** Opening Records for this task block **
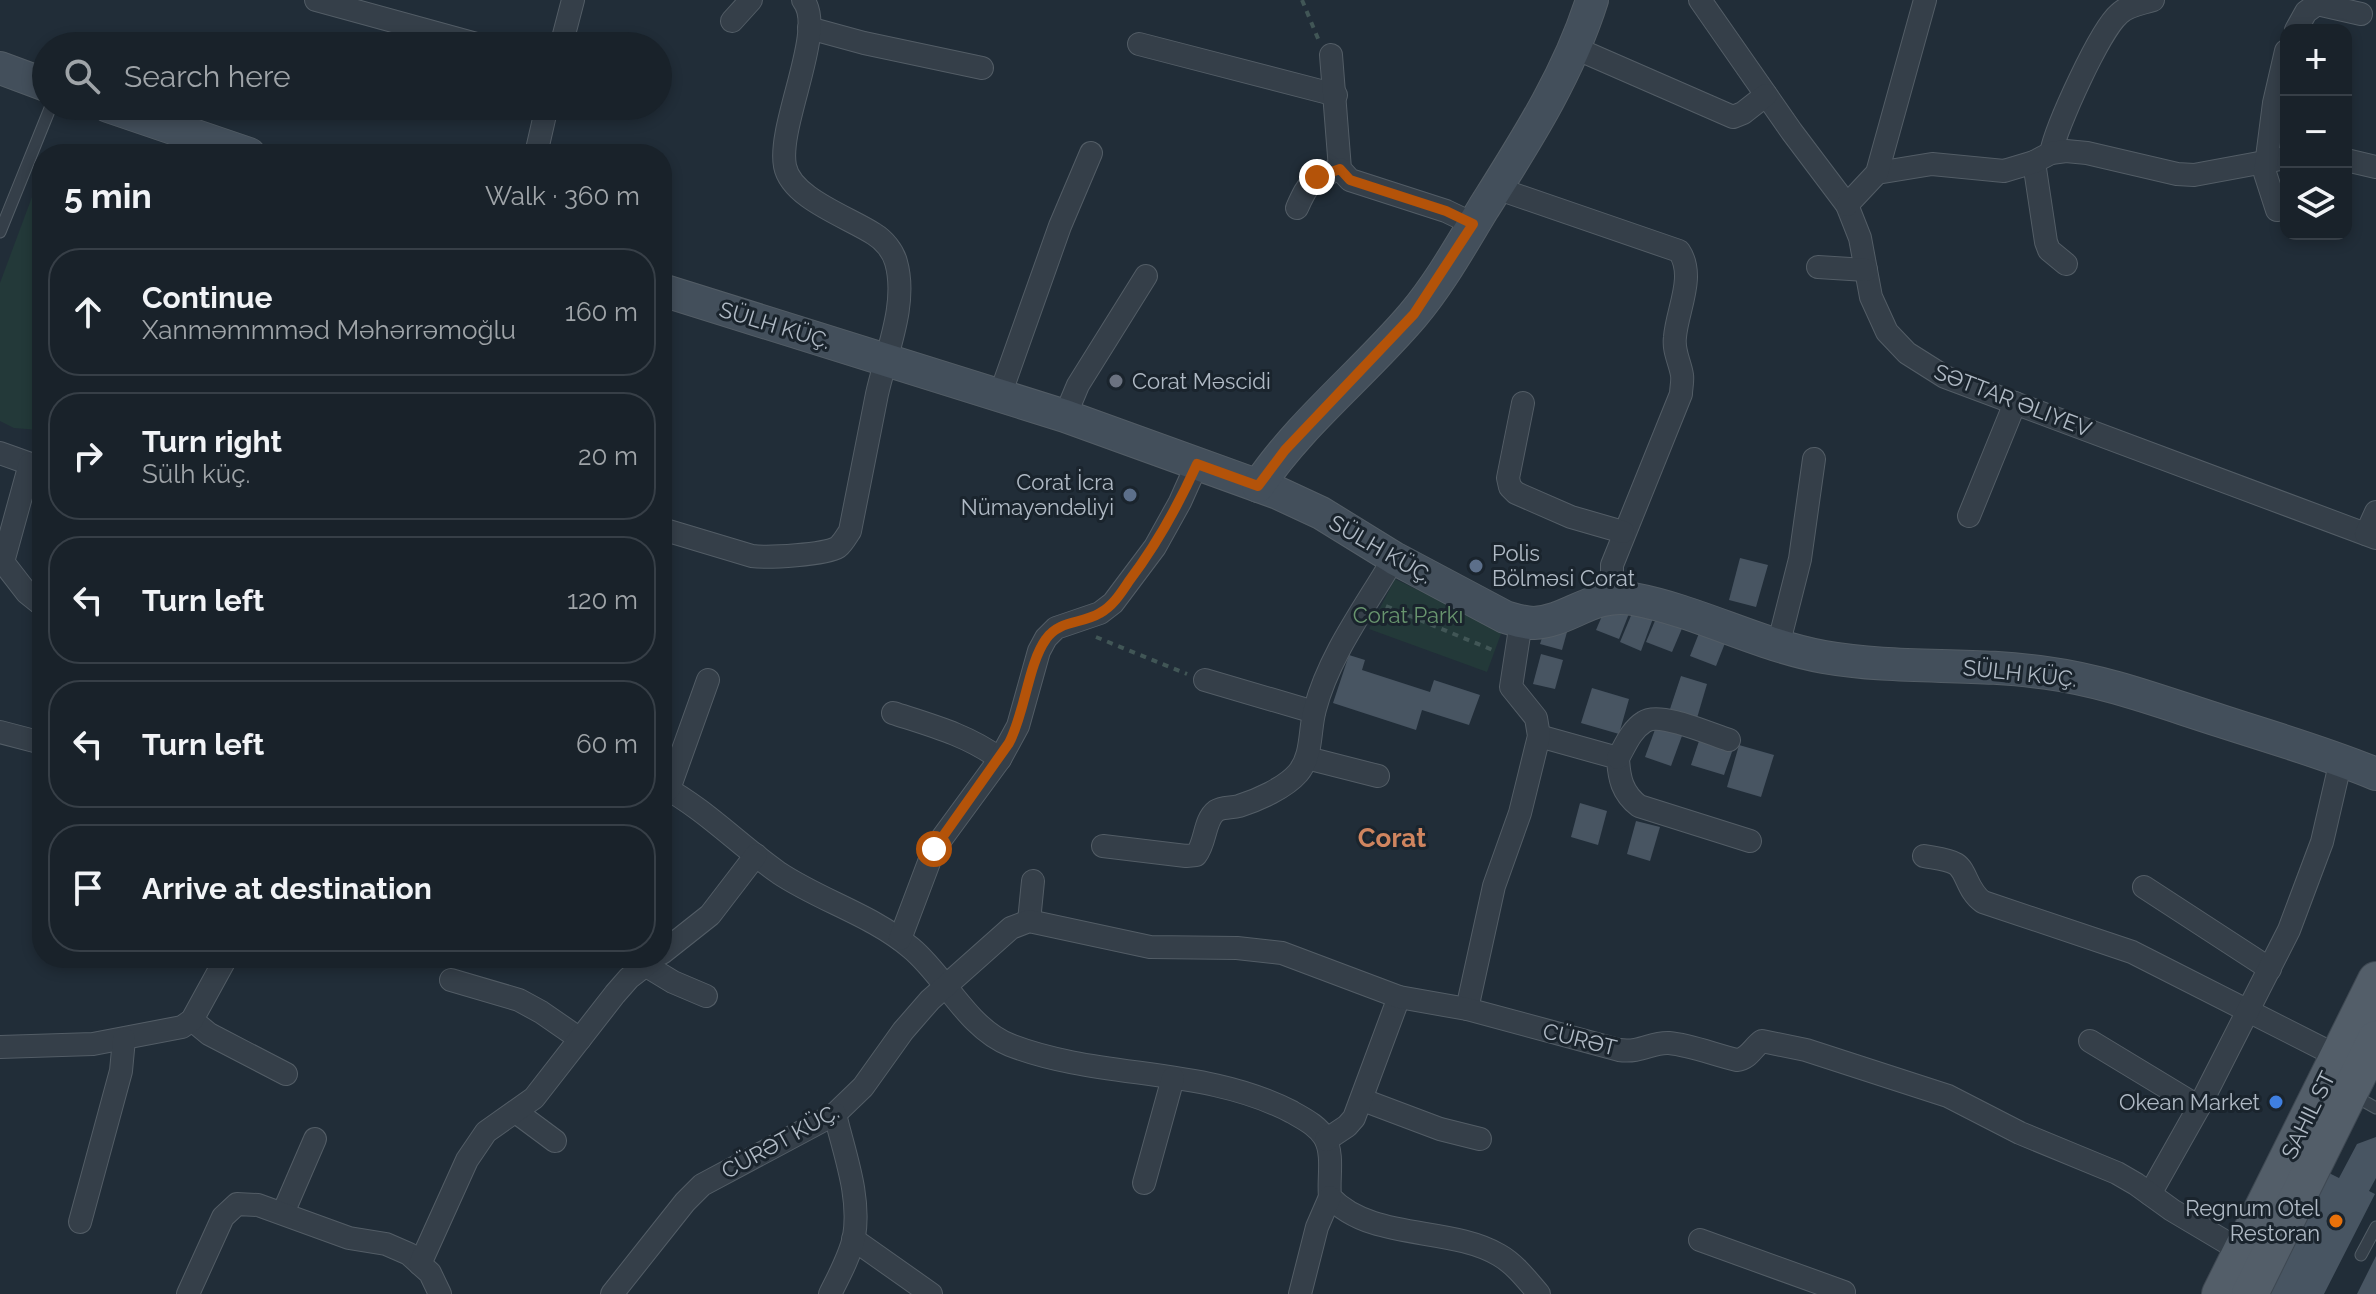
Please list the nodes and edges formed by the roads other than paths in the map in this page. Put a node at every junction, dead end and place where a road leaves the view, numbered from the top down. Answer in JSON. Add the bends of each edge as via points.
{"nodes":[{"id":1,"x":316,"y":0,"type":"edge"},
{"id":2,"x":573,"y":0,"type":"edge"},
{"id":3,"x":751,"y":0,"type":"edge"},
{"id":4,"x":1592,"y":0,"type":"edge"},
{"id":5,"x":1700,"y":0,"type":"edge"},
{"id":6,"x":1925,"y":0,"type":"edge"},
{"id":7,"x":2153,"y":0,"type":"edge"},
{"id":8,"x":810,"y":2,"type":"edge"},
{"id":9,"x":2126,"y":4,"type":"edge"},
{"id":10,"x":2361,"y":14,"type":"dead end"},
{"id":11,"x":732,"y":21,"type":"dead end"},
{"id":12,"x":2299,"y":24,"type":"edge"},
{"id":13,"x":809,"y":28,"type":"junction"},
{"id":14,"x":433,"y":32,"type":"edge"},
{"id":15,"x":565,"y":32,"type":"edge"},
{"id":16,"x":1139,"y":44,"type":"dead end"},
{"id":17,"x":1575,"y":48,"type":"junction"},
{"id":18,"x":1331,"y":55,"type":"road end"},
{"id":19,"x":0,"y":68,"type":"edge"},
{"id":20,"x":982,"y":68,"type":"dead end"},
{"id":21,"x":32,"y":80,"type":"edge"},
{"id":22,"x":2280,"y":84,"type":"edge"},
{"id":23,"x":1336,"y":95,"type":"junction"},
{"id":24,"x":1766,"y":95,"type":"junction"},
{"id":25,"x":45,"y":120,"type":"edge"},
{"id":26,"x":149,"y":120,"type":"edge"},
{"id":27,"x":544,"y":120,"type":"edge"},
{"id":28,"x":36,"y":144,"type":"edge"},
{"id":29,"x":220,"y":144,"type":"edge"},
{"id":30,"x":538,"y":144,"type":"edge"},
{"id":31,"x":32,"y":153,"type":"edge"},
{"id":32,"x":1091,"y":153,"type":"dead end"},
{"id":33,"x":2042,"y":158,"type":"junction"},
{"id":34,"x":2276,"y":160,"type":"edge"},
{"id":35,"x":2352,"y":161,"type":"edge"},
{"id":36,"x":2376,"y":167,"type":"edge"},
{"id":37,"x":1340,"y":169,"type":"junction"},
{"id":38,"x":1877,"y":173,"type":"junction"},
{"id":39,"x":1496,"y":188,"type":"junction"},
{"id":40,"x":1847,"y":205,"type":"junction"},
{"id":41,"x":1297,"y":208,"type":"dead end"},
{"id":42,"x":2277,"y":210,"type":"dead end"},
{"id":43,"x":1473,"y":224,"type":"junction"},
{"id":44,"x":0,"y":232,"type":"edge"},
{"id":45,"x":2066,"y":264,"type":"dead end"},
{"id":46,"x":1818,"y":267,"type":"dead end"},
{"id":47,"x":1866,"y":270,"type":"junction"},
{"id":48,"x":1146,"y":276,"type":"dead end"},
{"id":49,"x":672,"y":293,"type":"edge"},
{"id":50,"x":885,"y":359,"type":"junction"},
{"id":51,"x":1000,"y":395,"type":"junction"},
{"id":52,"x":1523,"y":403,"type":"dead end"},
{"id":53,"x":2015,"y":403,"type":"junction"},
{"id":54,"x":1065,"y":416,"type":"junction"},
{"id":55,"x":0,"y":453,"type":"edge"},
{"id":56,"x":1814,"y":459,"type":"dead end"},
{"id":57,"x":1197,"y":464,"type":"junction"},
{"id":58,"x":32,"y":465,"type":"edge"},
{"id":59,"x":32,"y":478,"type":"edge"},
{"id":60,"x":1258,"y":486,"type":"junction"},
{"id":61,"x":2376,"y":512,"type":"edge"},
{"id":62,"x":1969,"y":516,"type":"dead end"},
{"id":63,"x":672,"y":532,"type":"edge"},
{"id":64,"x":1623,"y":532,"type":"junction"},
{"id":65,"x":2371,"y":536,"type":"edge"},
{"id":66,"x":1394,"y":558,"type":"junction"},
{"id":67,"x":32,"y":597,"type":"edge"},
{"id":68,"x":1612,"y":598,"type":"junction"},
{"id":69,"x":1521,"y":622,"type":"junction"},
{"id":70,"x":1778,"y":646,"type":"junction"},
{"id":71,"x":708,"y":680,"type":"dead end"},
{"id":72,"x":1205,"y":680,"type":"road end"},
{"id":73,"x":1314,"y":712,"type":"junction"},
{"id":74,"x":893,"y":713,"type":"dead end"},
{"id":75,"x":0,"y":732,"type":"edge"},
{"id":76,"x":1539,"y":736,"type":"junction"},
{"id":77,"x":32,"y":740,"type":"edge"},
{"id":78,"x":1729,"y":740,"type":"dead end"},
{"id":79,"x":2376,"y":757,"type":"edge"},
{"id":80,"x":1307,"y":758,"type":"junction"},
{"id":81,"x":1618,"y":758,"type":"junction"},
{"id":82,"x":1000,"y":759,"type":"junction"},
{"id":83,"x":2341,"y":760,"type":"junction"},
{"id":84,"x":672,"y":770,"type":"edge"},
{"id":85,"x":2376,"y":774,"type":"edge"},
{"id":86,"x":1378,"y":776,"type":"dead end"},
{"id":87,"x":672,"y":793,"type":"edge"},
{"id":88,"x":1750,"y":841,"type":"dead end"},
{"id":89,"x":1103,"y":846,"type":"dead end"},
{"id":90,"x":756,"y":855,"type":"junction"},
{"id":91,"x":1924,"y":856,"type":"dead end"},
{"id":92,"x":1033,"y":881,"type":"dead end"},
{"id":93,"x":2144,"y":887,"type":"dead end"},
{"id":94,"x":1029,"y":921,"type":"junction"},
{"id":95,"x":900,"y":939,"type":"junction"},
{"id":96,"x":672,"y":945,"type":"edge"},
{"id":97,"x":221,"y":968,"type":"edge"},
{"id":98,"x":644,"y":968,"type":"edge"},
{"id":99,"x":661,"y":968,"type":"edge"},
{"id":100,"x":2270,"y":969,"type":"junction"},
{"id":101,"x":451,"y":980,"type":"dead end"},
{"id":102,"x":2376,"y":980,"type":"edge"},
{"id":103,"x":946,"y":985,"type":"junction"},
{"id":104,"x":706,"y":996,"type":"dead end"},
{"id":105,"x":1399,"y":997,"type":"junction"},
{"id":106,"x":1467,"y":1009,"type":"junction"},
{"id":107,"x":2248,"y":1011,"type":"junction"},
{"id":108,"x":192,"y":1020,"type":"junction"},
{"id":109,"x":124,"y":1039,"type":"junction"},
{"id":110,"x":580,"y":1039,"type":"junction"},
{"id":111,"x":2376,"y":1039,"type":"edge"},
{"id":112,"x":2090,"y":1041,"type":"dead end"},
{"id":113,"x":0,"y":1047,"type":"edge"},
{"id":114,"x":2337,"y":1056,"type":"junction"},
{"id":115,"x":286,"y":1074,"type":"dead end"},
{"id":116,"x":1173,"y":1078,"type":"junction"},
{"id":117,"x":1363,"y":1100,"type":"junction"},
{"id":118,"x":2362,"y":1100,"type":"edge"},
{"id":119,"x":2199,"y":1107,"type":"junction"},
{"id":120,"x":516,"y":1112,"type":"junction"},
{"id":121,"x":835,"y":1114,"type":"junction"},
{"id":122,"x":315,"y":1139,"type":"dead end"},
{"id":123,"x":1480,"y":1139,"type":"dead end"},
{"id":124,"x":1326,"y":1140,"type":"junction"},
{"id":125,"x":555,"y":1141,"type":"dead end"},
{"id":126,"x":1144,"y":1183,"type":"dead end"},
{"id":127,"x":2150,"y":1194,"type":"junction"},
{"id":128,"x":1330,"y":1197,"type":"junction"},
{"id":129,"x":283,"y":1213,"type":"junction"},
{"id":130,"x":80,"y":1222,"type":"dead end"},
{"id":131,"x":2376,"y":1227,"type":"edge"},
{"id":132,"x":853,"y":1239,"type":"junction"},
{"id":133,"x":1700,"y":1240,"type":"dead end"},
{"id":134,"x":2241,"y":1251,"type":"junction"},
{"id":135,"x":2361,"y":1255,"type":"dead end"},
{"id":136,"x":420,"y":1264,"type":"junction"},
{"id":137,"x":1528,"y":1290,"type":"edge"},
{"id":138,"x":1846,"y":1293,"type":"edge"},
{"id":139,"x":188,"y":1294,"type":"edge"},
{"id":140,"x":440,"y":1294,"type":"edge"},
{"id":141,"x":612,"y":1294,"type":"edge"},
{"id":142,"x":830,"y":1294,"type":"edge"},
{"id":143,"x":931,"y":1294,"type":"edge"},
{"id":144,"x":1300,"y":1294,"type":"edge"},
{"id":145,"x":2220,"y":1294,"type":"edge"},
{"id":146,"x":2250,"y":1294,"type":"edge"}],
"edges":[{"from":1,"to":14,"type":"street"},
{"from":2,"to":15,"type":"street"},
{"from":3,"to":11,"type":"street"},
{"from":4,"to":17,"type":"street"},
{"from":5,"to":24,"type":"street","name":"SƏTTAR ƏLIYEV"},
{"from":6,"to":38,"type":"street"},
{"from":7,"to":9,"type":"street"},
{"from":8,"to":13,"type":"street"},
{"from":9,"to":33,"type":"street","via":[[2106,29]]},
{"from":10,"to":12,"type":"street","via":[[2317,4]]},
{"from":13,"to":20,"type":"street"},
{"from":13,"to":50,"type":"street","via":[[784,165],[801,192],[878,236],[891,250],[899,290]]},
{"from":16,"to":23,"type":"street"},
{"from":17,"to":24,"type":"street","via":[[1733,117]]},
{"from":17,"to":39,"type":"street"},
{"from":18,"to":23,"type":"street"},
{"from":19,"to":21,"type":"street"},
{"from":22,"to":34,"type":"street"},
{"from":23,"to":37,"type":"street"},
{"from":24,"to":40,"type":"street","name":"SƏTTAR ƏLIYEV"},
{"from":25,"to":28,"type":"lane"},
{"from":26,"to":29,"type":"street"},
{"from":27,"to":30,"type":"street"},
{"from":31,"to":44,"type":"lane"},
{"from":32,"to":51,"type":"street"},
{"from":33,"to":34,"type":"street","via":[[2066,151],[2087,153],[2177,174]]},
{"from":33,"to":38,"type":"street","via":[[2004,171],[1932,164]]},
{"from":33,"to":45,"type":"street","via":[[2046,242]]},
{"from":34,"to":42,"type":"street","via":[[2266,181]]},
{"from":35,"to":36,"type":"street"},
{"from":37,"to":41,"type":"street","via":[[1308,184]]},
{"from":37,"to":43,"type":"street","via":[[1350,180]]},
{"from":38,"to":40,"type":"street"},
{"from":39,"to":43,"type":"street"},
{"from":39,"to":64,"type":"street","via":[[1679,251],[1685,260],[1674,339],[1681,394]]},
{"from":40,"to":47,"type":"street","name":"SƏTTAR ƏLIYEV"},
{"from":43,"to":60,"type":"street","via":[[1414,314],[1285,450]]},
{"from":46,"to":47,"type":"street"},
{"from":47,"to":53,"type":"street","name":"SƏTTAR ƏLIYEV","via":[[1876,313],[1907,353],[1945,377]]},
{"from":48,"to":54,"type":"street","via":[[1078,385]]},
{"from":49,"to":50,"type":"street","name":"SÜLH KÜÇ."},
{"from":50,"to":51,"type":"street","name":"SÜLH KÜÇ."},
{"from":50,"to":63,"type":"street","via":[[850,531],[841,545],[764,557]]},
{"from":51,"to":54,"type":"street","name":"SÜLH KÜÇ."},
{"from":52,"to":64,"type":"street","via":[[1510,487],[1571,517]]},
{"from":53,"to":62,"type":"street"},
{"from":53,"to":65,"type":"street","name":"SƏTTAR ƏLIYEV"},
{"from":54,"to":57,"type":"street","name":"SÜLH KÜÇ."},
{"from":55,"to":58,"type":"street"},
{"from":56,"to":70,"type":"street","via":[[1800,559]]},
{"from":57,"to":60,"type":"street","name":"SÜLH KÜÇ."},
{"from":57,"to":82,"type":"street","via":[[1155,547],[1113,603],[1056,628],[1046,638],[1018,726]]},
{"from":59,"to":67,"type":"street","via":[[3,562]]},
{"from":60,"to":66,"type":"street","name":"SÜLH KÜÇ.","via":[[1321,513]]},
{"from":61,"to":65,"type":"street"},
{"from":64,"to":68,"type":"street","via":[[1612,565]]},
{"from":66,"to":69,"type":"street","name":"SÜLH KÜÇ.","via":[[1488,611]]},
{"from":66,"to":73,"type":"street","via":[[1332,663]]},
{"from":68,"to":69,"type":"street","name":"SÜLH KÜÇ.","via":[[1546,621]]},
{"from":68,"to":70,"type":"street","name":"SÜLH KÜÇ.","via":[[1663,606]]},
{"from":69,"to":76,"type":"street","via":[[1511,687],[1536,718]]},
{"from":70,"to":83,"type":"street","name":"SÜLH KÜÇ.","via":[[1866,663],[2012,668],[2082,679]]},
{"from":71,"to":84,"type":"street"},
{"from":72,"to":73,"type":"street"},
{"from":73,"to":80,"type":"street"},
{"from":74,"to":82,"type":"street","via":[[958,735]]},
{"from":75,"to":77,"type":"street"},
{"from":76,"to":81,"type":"street"},
{"from":76,"to":106,"type":"street","via":[[1494,886]]},
{"from":78,"to":81,"type":"street","via":[[1661,718],[1646,720]]},
{"from":79,"to":83,"type":"street"},
{"from":80,"to":86,"type":"street"},
{"from":80,"to":89,"type":"street","via":[[1281,786],[1247,803],[1218,809],[1196,855]]},
{"from":81,"to":88,"type":"street","via":[[1622,787],[1639,806]]},
{"from":82,"to":95,"type":"street","via":[[934,849]]},
{"from":83,"to":85,"type":"street","name":"SÜLH KÜÇ."},
{"from":83,"to":100,"type":"street","via":[[2322,842]]},
{"from":87,"to":90,"type":"street"},
{"from":90,"to":95,"type":"street","via":[[797,884]]},
{"from":90,"to":96,"type":"street","via":[[710,915]]},
{"from":91,"to":107,"type":"street","via":[[1955,863],[1977,898],[1994,907],[2132,952]]},
{"from":92,"to":94,"type":"street"},
{"from":93,"to":100,"type":"street"},
{"from":94,"to":103,"type":"street","via":[[1011,928]]},
{"from":94,"to":105,"type":"street","name":"CÜRƏT","via":[[1150,947],[1282,953]]},
{"from":95,"to":103,"type":"street"},
{"from":97,"to":108,"type":"street"},
{"from":98,"to":110,"type":"street","via":[[615,994]]},
{"from":99,"to":104,"type":"street","via":[[673,982]]},
{"from":100,"to":107,"type":"street"},
{"from":101,"to":110,"type":"street","via":[[519,1000]]},
{"from":102,"to":114,"type":"main road","name":"SAHIL ST"},
{"from":103,"to":116,"type":"street","via":[[975,1020],[1006,1043],[1046,1056]]},
{"from":103,"to":121,"type":"street","name":"CÜRƏT KÜÇ."},
{"from":105,"to":106,"type":"street","name":"CÜRƏT"},
{"from":105,"to":117,"type":"street"},
{"from":106,"to":127,"type":"street","name":"CÜRƏT","via":[[1631,1052],[1669,1043],[1737,1060],[1762,1041],[1806,1050],[1948,1096],[2117,1173]]},
{"from":107,"to":114,"type":"street"},
{"from":107,"to":119,"type":"street"},
{"from":108,"to":109,"type":"street","via":[[182,1027]]},
{"from":108,"to":115,"type":"street"},
{"from":109,"to":113,"type":"street"},
{"from":109,"to":130,"type":"street","via":[[121,1071]]},
{"from":110,"to":120,"type":"street","via":[[534,1098]]},
{"from":111,"to":118,"type":"main road","name":"SAHIL ST"},
{"from":112,"to":119,"type":"street"},
{"from":114,"to":134,"type":"main road","name":"SAHIL ST"},
{"from":116,"to":124,"type":"street","via":[[1266,1099],[1310,1122]]},
{"from":116,"to":126,"type":"street"},
{"from":117,"to":123,"type":"street"},
{"from":117,"to":124,"type":"street","via":[[1347,1126]]},
{"from":118,"to":146,"type":"main road","name":"SAHIL ST"},
{"from":119,"to":127,"type":"street"},
{"from":120,"to":125,"type":"street"},
{"from":120,"to":136,"type":"street","via":[[486,1132],[467,1160]]},
{"from":121,"to":132,"type":"street","via":[[854,1197]]},
{"from":121,"to":141,"type":"street","name":"CÜRƏT KÜÇ.","via":[[702,1185]]},
{"from":122,"to":129,"type":"street"},
{"from":124,"to":128,"type":"street"},
{"from":127,"to":134,"type":"street","name":"CÜRƏT"},
{"from":128,"to":137,"type":"street","via":[[1378,1223],[1483,1247],[1501,1256]]},
{"from":128,"to":144,"type":"street"},
{"from":129,"to":136,"type":"street","via":[[349,1238],[396,1247]]},
{"from":129,"to":139,"type":"street","via":[[246,1203],[228,1209]]},
{"from":131,"to":135,"type":"lane"},
{"from":132,"to":142,"type":"street"},
{"from":132,"to":143,"type":"street"},
{"from":133,"to":138,"type":"street"},
{"from":134,"to":145,"type":"main road","name":"SAHIL ST"},
{"from":136,"to":140,"type":"street"}]}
** Closing Records for this task block **
▶ [What you need to do]
Your task is to find every line above containing the word "SƏTTAR" and copy it.

▶ [Result]
{"from":5,"to":24,"type":"street","name":"SƏTTAR ƏLIYEV"},
{"from":24,"to":40,"type":"street","name":"SƏTTAR ƏLIYEV"},
{"from":40,"to":47,"type":"street","name":"SƏTTAR ƏLIYEV"},
{"from":47,"to":53,"type":"street","name":"SƏTTAR ƏLIYEV","via":[[1876,313],[1907,353],[1945,377]]},
{"from":53,"to":65,"type":"street","name":"SƏTTAR ƏLIYEV"},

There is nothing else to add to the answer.